HALOJEMBER – Industri ponsel pintar sedang berada di ambang perubahan besar yang dipelopori oleh raksasa teknologi asal Korea Selatan, Samsung.
Melalui peluncuran Galaxy S26 Series, Samsung secara resmi mendeklarasikan berakhirnya era smartphone yang hanya mengandalkan interaksi manual seperti tap (ketuk) dan scroll (gulir).
Kamu kini diajak memasuki fase baru di mana kecerdasan buatan atau AI tidak lagi sekadar fitur tambahan, melainkan jantung dari seluruh pengalaman penggunaan perangkat.
Samsung memposisikan Galaxy S26 sebagai standar baru yang mengubah paradigma ponsel pintar menjadi asisten pribadi yang jauh lebih cerdas.
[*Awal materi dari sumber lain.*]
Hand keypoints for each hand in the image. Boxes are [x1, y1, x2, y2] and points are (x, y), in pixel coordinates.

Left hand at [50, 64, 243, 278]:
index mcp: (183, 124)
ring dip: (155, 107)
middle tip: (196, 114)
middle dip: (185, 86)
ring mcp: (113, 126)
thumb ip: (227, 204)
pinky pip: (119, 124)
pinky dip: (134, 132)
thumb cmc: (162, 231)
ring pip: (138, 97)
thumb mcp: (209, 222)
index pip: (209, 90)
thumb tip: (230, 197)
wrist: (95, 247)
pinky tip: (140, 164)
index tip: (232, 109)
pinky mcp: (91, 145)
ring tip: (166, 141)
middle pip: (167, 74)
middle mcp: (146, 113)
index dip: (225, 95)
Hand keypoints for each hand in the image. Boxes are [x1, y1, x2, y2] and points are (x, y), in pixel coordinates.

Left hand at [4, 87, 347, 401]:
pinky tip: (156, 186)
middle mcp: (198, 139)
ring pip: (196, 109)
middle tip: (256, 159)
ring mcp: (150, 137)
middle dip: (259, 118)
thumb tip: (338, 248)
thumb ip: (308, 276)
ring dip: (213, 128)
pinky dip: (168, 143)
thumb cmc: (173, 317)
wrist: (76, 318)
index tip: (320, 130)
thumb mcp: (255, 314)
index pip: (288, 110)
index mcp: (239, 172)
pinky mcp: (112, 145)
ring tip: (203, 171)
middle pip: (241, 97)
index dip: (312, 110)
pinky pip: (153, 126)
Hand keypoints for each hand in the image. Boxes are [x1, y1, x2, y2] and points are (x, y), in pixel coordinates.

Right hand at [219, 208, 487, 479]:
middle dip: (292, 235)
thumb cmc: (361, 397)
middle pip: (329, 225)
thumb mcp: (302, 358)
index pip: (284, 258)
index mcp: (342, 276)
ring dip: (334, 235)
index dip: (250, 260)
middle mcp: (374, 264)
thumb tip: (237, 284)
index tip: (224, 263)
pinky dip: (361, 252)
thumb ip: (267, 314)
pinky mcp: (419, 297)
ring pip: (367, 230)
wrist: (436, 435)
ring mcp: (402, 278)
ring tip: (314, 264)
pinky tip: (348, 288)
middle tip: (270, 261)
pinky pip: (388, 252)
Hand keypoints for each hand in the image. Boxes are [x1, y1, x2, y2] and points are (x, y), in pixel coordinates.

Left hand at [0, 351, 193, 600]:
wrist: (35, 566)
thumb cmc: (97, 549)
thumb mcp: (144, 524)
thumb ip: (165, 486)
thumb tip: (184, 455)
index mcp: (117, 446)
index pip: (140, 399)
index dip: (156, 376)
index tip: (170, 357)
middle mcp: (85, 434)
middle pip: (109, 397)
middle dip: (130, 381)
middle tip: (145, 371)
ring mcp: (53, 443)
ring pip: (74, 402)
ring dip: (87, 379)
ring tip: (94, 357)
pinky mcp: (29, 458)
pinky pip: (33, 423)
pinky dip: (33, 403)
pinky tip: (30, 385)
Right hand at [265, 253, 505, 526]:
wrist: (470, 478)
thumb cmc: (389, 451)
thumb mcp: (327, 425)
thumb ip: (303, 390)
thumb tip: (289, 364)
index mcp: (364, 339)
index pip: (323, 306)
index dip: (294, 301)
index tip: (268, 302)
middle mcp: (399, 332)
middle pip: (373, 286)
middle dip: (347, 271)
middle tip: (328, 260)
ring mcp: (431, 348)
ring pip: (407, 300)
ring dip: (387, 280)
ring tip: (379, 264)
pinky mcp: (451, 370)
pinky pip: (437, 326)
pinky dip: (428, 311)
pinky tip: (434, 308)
Perbedaan utama yang akan kamu rasakan pada Galaxy S26 Series adalah transisi dari sistem berbasis aplikasi menuju era personalized agent.
Jika sebelumnya kamu harus melakukan banyak langkah manual untuk mencapai sebuah hasil, kini perangkat tersebut dirancang untuk bersifat proaktif dan adaptif.
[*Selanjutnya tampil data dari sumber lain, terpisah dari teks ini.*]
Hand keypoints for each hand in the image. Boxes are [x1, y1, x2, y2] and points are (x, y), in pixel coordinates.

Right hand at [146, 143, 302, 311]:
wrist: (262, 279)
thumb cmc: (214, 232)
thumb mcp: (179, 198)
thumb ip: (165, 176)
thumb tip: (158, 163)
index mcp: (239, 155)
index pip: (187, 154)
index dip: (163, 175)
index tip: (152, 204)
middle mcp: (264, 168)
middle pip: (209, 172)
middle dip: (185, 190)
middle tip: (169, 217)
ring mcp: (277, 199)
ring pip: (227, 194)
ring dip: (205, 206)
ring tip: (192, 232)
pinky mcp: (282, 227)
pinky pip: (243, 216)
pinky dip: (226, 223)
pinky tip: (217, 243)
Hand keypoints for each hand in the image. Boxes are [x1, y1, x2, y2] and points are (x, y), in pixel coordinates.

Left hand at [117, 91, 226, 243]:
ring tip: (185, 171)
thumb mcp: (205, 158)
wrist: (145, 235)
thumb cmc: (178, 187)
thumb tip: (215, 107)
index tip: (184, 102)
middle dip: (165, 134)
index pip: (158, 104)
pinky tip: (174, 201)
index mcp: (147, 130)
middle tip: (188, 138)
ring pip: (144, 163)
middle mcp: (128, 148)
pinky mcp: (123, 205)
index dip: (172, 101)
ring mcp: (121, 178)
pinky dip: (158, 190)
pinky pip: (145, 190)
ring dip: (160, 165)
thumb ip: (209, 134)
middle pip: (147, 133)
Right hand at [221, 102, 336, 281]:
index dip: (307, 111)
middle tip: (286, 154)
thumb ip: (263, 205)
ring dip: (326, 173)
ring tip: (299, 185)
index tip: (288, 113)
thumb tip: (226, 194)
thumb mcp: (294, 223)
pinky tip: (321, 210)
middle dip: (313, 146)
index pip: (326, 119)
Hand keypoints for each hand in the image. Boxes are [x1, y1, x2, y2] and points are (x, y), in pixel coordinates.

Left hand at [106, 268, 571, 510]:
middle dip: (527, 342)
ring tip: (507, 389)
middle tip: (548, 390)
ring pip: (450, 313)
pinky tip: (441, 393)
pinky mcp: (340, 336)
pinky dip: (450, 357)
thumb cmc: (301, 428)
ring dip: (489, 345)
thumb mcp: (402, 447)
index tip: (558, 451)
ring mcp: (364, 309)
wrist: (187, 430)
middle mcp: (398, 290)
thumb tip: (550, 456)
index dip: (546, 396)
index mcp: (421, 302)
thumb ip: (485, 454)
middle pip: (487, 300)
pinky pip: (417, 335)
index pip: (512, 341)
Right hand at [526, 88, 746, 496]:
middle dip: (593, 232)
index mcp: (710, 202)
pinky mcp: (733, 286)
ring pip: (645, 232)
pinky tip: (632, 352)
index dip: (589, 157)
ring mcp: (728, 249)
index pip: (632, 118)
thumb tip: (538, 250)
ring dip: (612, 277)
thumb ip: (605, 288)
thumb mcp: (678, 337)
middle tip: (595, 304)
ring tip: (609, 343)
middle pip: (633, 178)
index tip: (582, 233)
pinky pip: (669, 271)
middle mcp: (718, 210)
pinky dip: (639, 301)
Samsung mengembangkan kemampuan multimodal yang memungkinkan ponsel memahami konteks dan tujuan kamu secara otomatis.
Interaksi sentuhan kini diperkuat dengan kecerdasan yang mampu memberikan bantuan tanpa perlu menunggu perintah detail, sehingga aktivitas harian kamu menjadi jauh lebih ringkas dan efisien.
Teknologi yang diusung ini dikenal sebagai Agentic AI, di mana kecerdasan buatan mampu bertindak secara mandiri untuk membantu kamu mencapai tujuan tertentu.
Samsung melihat Indonesia sebagai pasar yang sangat penting karena kecepatan adopsi teknologinya yang luar biasa.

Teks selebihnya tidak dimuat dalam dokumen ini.